Stored data:
____________________
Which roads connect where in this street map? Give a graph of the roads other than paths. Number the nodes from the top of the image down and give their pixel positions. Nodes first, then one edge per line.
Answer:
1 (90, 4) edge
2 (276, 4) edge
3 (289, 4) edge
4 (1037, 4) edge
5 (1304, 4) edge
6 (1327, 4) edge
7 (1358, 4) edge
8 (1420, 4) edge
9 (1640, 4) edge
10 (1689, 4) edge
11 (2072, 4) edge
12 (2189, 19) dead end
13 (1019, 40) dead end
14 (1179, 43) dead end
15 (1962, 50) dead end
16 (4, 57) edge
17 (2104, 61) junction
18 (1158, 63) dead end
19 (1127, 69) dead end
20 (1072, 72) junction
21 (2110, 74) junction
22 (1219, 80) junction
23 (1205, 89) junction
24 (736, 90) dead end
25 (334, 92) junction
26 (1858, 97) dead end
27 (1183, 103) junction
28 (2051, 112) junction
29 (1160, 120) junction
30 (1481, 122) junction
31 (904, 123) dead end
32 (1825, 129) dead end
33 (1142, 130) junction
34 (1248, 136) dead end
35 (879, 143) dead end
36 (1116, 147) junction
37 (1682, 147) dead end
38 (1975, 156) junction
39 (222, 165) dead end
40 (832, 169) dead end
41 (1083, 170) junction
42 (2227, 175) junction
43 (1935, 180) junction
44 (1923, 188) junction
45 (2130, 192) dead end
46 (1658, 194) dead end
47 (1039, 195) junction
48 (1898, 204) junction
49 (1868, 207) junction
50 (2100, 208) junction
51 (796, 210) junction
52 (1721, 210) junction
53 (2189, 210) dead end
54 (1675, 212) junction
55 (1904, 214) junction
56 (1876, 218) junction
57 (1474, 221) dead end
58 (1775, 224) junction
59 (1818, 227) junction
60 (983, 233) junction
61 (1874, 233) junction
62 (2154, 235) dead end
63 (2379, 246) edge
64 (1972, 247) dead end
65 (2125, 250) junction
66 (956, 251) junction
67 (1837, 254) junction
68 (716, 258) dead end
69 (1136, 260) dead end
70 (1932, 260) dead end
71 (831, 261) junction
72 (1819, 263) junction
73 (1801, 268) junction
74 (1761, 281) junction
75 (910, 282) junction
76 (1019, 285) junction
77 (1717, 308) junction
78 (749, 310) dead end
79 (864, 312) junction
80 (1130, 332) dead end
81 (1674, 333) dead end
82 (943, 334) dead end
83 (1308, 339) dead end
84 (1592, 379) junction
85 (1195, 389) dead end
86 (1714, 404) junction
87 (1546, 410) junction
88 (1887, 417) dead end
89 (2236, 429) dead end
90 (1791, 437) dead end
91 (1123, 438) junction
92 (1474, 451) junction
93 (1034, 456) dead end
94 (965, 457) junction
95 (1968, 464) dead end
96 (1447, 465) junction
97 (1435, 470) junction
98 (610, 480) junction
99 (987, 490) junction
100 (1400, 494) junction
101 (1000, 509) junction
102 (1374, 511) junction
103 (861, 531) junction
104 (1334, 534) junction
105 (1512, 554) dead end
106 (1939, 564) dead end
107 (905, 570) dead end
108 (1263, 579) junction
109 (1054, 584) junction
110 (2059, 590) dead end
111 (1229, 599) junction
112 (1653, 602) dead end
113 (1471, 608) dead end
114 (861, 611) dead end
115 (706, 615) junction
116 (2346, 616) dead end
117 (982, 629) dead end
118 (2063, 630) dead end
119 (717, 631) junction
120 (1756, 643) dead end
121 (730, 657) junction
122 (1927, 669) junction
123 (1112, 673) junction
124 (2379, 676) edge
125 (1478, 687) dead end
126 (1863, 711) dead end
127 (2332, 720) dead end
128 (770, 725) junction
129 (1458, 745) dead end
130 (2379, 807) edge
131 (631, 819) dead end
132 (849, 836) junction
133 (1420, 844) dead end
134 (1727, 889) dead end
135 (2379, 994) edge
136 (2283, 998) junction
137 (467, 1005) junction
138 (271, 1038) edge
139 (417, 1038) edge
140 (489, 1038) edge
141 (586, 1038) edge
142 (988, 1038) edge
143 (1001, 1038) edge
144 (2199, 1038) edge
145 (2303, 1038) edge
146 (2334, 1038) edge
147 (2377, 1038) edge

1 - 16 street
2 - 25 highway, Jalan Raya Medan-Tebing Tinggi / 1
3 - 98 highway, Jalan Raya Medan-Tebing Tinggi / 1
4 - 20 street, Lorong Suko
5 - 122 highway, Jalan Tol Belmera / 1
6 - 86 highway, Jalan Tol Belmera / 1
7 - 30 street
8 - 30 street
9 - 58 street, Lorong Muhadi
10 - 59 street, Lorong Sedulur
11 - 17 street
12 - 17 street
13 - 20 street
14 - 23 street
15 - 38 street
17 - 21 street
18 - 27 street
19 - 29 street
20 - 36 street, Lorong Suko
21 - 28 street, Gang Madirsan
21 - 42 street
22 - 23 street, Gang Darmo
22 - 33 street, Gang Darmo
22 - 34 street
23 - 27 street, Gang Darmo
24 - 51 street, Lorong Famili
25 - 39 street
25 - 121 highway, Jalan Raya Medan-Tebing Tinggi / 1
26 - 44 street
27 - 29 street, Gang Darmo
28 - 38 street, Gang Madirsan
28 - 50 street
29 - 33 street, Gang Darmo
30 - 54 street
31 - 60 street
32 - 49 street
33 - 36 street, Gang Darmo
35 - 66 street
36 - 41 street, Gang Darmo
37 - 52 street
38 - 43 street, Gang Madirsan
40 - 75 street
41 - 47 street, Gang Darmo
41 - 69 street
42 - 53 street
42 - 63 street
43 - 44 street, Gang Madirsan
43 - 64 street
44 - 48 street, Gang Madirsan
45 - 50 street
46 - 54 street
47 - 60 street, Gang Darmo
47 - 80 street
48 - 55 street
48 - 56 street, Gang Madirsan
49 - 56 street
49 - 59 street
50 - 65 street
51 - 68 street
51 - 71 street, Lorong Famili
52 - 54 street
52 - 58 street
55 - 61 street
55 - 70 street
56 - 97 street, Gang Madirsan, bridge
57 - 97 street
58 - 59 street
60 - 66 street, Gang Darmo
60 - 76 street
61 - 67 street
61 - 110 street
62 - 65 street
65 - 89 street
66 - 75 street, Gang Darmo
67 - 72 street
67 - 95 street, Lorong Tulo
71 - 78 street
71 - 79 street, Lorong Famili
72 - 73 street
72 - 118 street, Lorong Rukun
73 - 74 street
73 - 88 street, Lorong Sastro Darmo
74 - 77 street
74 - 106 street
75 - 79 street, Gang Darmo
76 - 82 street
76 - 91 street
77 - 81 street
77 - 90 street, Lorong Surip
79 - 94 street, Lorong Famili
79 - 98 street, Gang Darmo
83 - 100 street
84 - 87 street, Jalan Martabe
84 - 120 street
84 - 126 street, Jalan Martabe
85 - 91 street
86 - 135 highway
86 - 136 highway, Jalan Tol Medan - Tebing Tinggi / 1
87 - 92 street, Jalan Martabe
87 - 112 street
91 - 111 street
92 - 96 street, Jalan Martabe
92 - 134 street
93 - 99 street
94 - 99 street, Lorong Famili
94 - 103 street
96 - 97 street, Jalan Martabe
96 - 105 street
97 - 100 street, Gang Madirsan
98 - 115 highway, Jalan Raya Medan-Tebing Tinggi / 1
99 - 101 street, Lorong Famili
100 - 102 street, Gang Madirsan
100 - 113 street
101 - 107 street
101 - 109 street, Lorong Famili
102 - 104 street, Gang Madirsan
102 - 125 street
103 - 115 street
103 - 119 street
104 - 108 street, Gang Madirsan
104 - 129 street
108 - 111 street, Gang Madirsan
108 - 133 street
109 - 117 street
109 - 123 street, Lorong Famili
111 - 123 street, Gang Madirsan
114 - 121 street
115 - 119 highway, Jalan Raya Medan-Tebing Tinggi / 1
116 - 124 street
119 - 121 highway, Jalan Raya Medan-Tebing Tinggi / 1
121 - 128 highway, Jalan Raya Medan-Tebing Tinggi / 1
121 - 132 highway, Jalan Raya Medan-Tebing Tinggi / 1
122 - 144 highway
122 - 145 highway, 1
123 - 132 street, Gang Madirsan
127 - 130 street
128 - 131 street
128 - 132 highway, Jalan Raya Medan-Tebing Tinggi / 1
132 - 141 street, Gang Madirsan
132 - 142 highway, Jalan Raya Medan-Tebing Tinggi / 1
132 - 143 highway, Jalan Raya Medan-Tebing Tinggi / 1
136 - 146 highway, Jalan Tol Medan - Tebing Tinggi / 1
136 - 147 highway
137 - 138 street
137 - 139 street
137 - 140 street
____________________
> About this exercise:
When the entries above show the word "Martabe" in a line, copy that line out.

> Solution to this task:
84 - 87 street, Jalan Martabe
84 - 126 street, Jalan Martabe
87 - 92 street, Jalan Martabe
92 - 96 street, Jalan Martabe
96 - 97 street, Jalan Martabe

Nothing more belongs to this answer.